Split into writeToArchive (full data) + deleteTasks (IDs only).

Problem: Same total payload size. Just added complexity without benefit.

Option D: Operation-Derived Archive Store

Archive becomes a separate IndexedDB store populated entirely by operations:

typescript
archiveTask: { taskIds: string[] }  // IDs only

Meta-reducer moves task data from active state to archive before deletion.

Benefits:

  • Tiny payloads
  • Single source of truth
  • No PFAPI archive sync needed

Drawbacks:

  1. Migration complexity (years of existing archive data)
  2. Initial sync must replay ALL archive ops (20K+ for heavy users)
  3. Operation log growth (archive ops span years)
  4. Compaction complexity (must preserve archive state)
  5. Two storage systems to coordinate
  6. PFAPI compatibility during transition
  7. Query performance for 20K+ tasks

The Scale Concern

"There can be more than 20,000 archived tasks"

If archive was in NgRx store:

  • Selectors iterate 20K+ entities
  • Entity adapter operations slow down
  • Memory bloat on app start
  • DevTools unusable

This ruled out simple "add isArchived flag" approaches.

Key Insight: Dependency Resolution

Operations have causal ordering. When remote client receives moveToArchive:

  1. addTask operations already applied (dependency)
  2. Task exists in remote client's active state
  3. Could theoretically look up from state before deletion

But the effect runs AFTER the reducer deletes entities. The timing makes this approach impractical without complex meta-reducer side effects.


Final Decision

Keep the current full-payload approach.

Rationale

  1. It works correctly - Already implemented, tested, documented
  2. Sync reliability - No edge cases or timing issues
  3. Simplicity - Single action, clear semantics
  4. Acceptable size - ~100KB for 50 tasks is manageable
  5. Infrequent operation - Archiving happens at end of day, not constantly

Mitigation

For very large archives, chunk operations:

typescript
const ARCHIVE_CHUNK_SIZE = 25;

async moveToArchive(tasks: TaskWithSubTasks[]): Promise<void> {
  const chunks = chunkArray(parentTasks, ARCHIVE_CHUNK_SIZE);
  for (const chunk of chunks) {
    this._store.dispatch(TaskSharedActions.moveToArchive({ tasks: chunk }));
  }
  await this._archiveService.moveTasksToArchiveAndFlushArchiveIfDue(parentTasks);
}

Trade-off Summary

ApproachPayload SizeComplexityReliability
Full payload (current)Large (~2KB/task)LowHigh
Meta-reducer enrichmentSmallHighMedium
Two-phase archiveSame as currentHigherHigh
Operation-derived archiveSmallVery HighMedium

The payload size reduction doesn't justify the added complexity.

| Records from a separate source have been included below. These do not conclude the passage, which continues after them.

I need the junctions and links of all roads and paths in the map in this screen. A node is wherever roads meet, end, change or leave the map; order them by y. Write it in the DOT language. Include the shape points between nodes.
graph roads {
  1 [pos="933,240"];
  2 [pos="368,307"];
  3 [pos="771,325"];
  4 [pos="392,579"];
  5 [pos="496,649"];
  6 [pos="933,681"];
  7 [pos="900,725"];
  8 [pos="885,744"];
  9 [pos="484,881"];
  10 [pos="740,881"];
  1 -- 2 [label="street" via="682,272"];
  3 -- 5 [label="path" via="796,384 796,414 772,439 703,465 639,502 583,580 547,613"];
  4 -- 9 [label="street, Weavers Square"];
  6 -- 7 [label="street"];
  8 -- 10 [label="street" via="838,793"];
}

  • archive-operation-redesign.md - Detailed analysis of archive options
  • code-audit.md - Overall operation compliance audit
  • operation-size-analysis.md - Initial payload size analysis

Future Considerations

If payload size becomes a real problem (not theoretical), revisit Option D (operation-derived archive) with:

  1. Proper migration plan for existing PFAPI data
  2. Compaction strategy for long-lived archive operations
  3. Performance testing with 20K+ tasks
  4. PFAPI compatibility during transition

Alternative Optimization:

  1. Payload Compression: Since task data (text/JSON) compresses extremely well (often >90%), we could compress the _tasks payload within the moveToArchive operation (e.g., using LZ-string or GZIP) before sending. This would solve the size concern without requiring the architectural overhaul of Option D.

Until then, current approach is the right balance.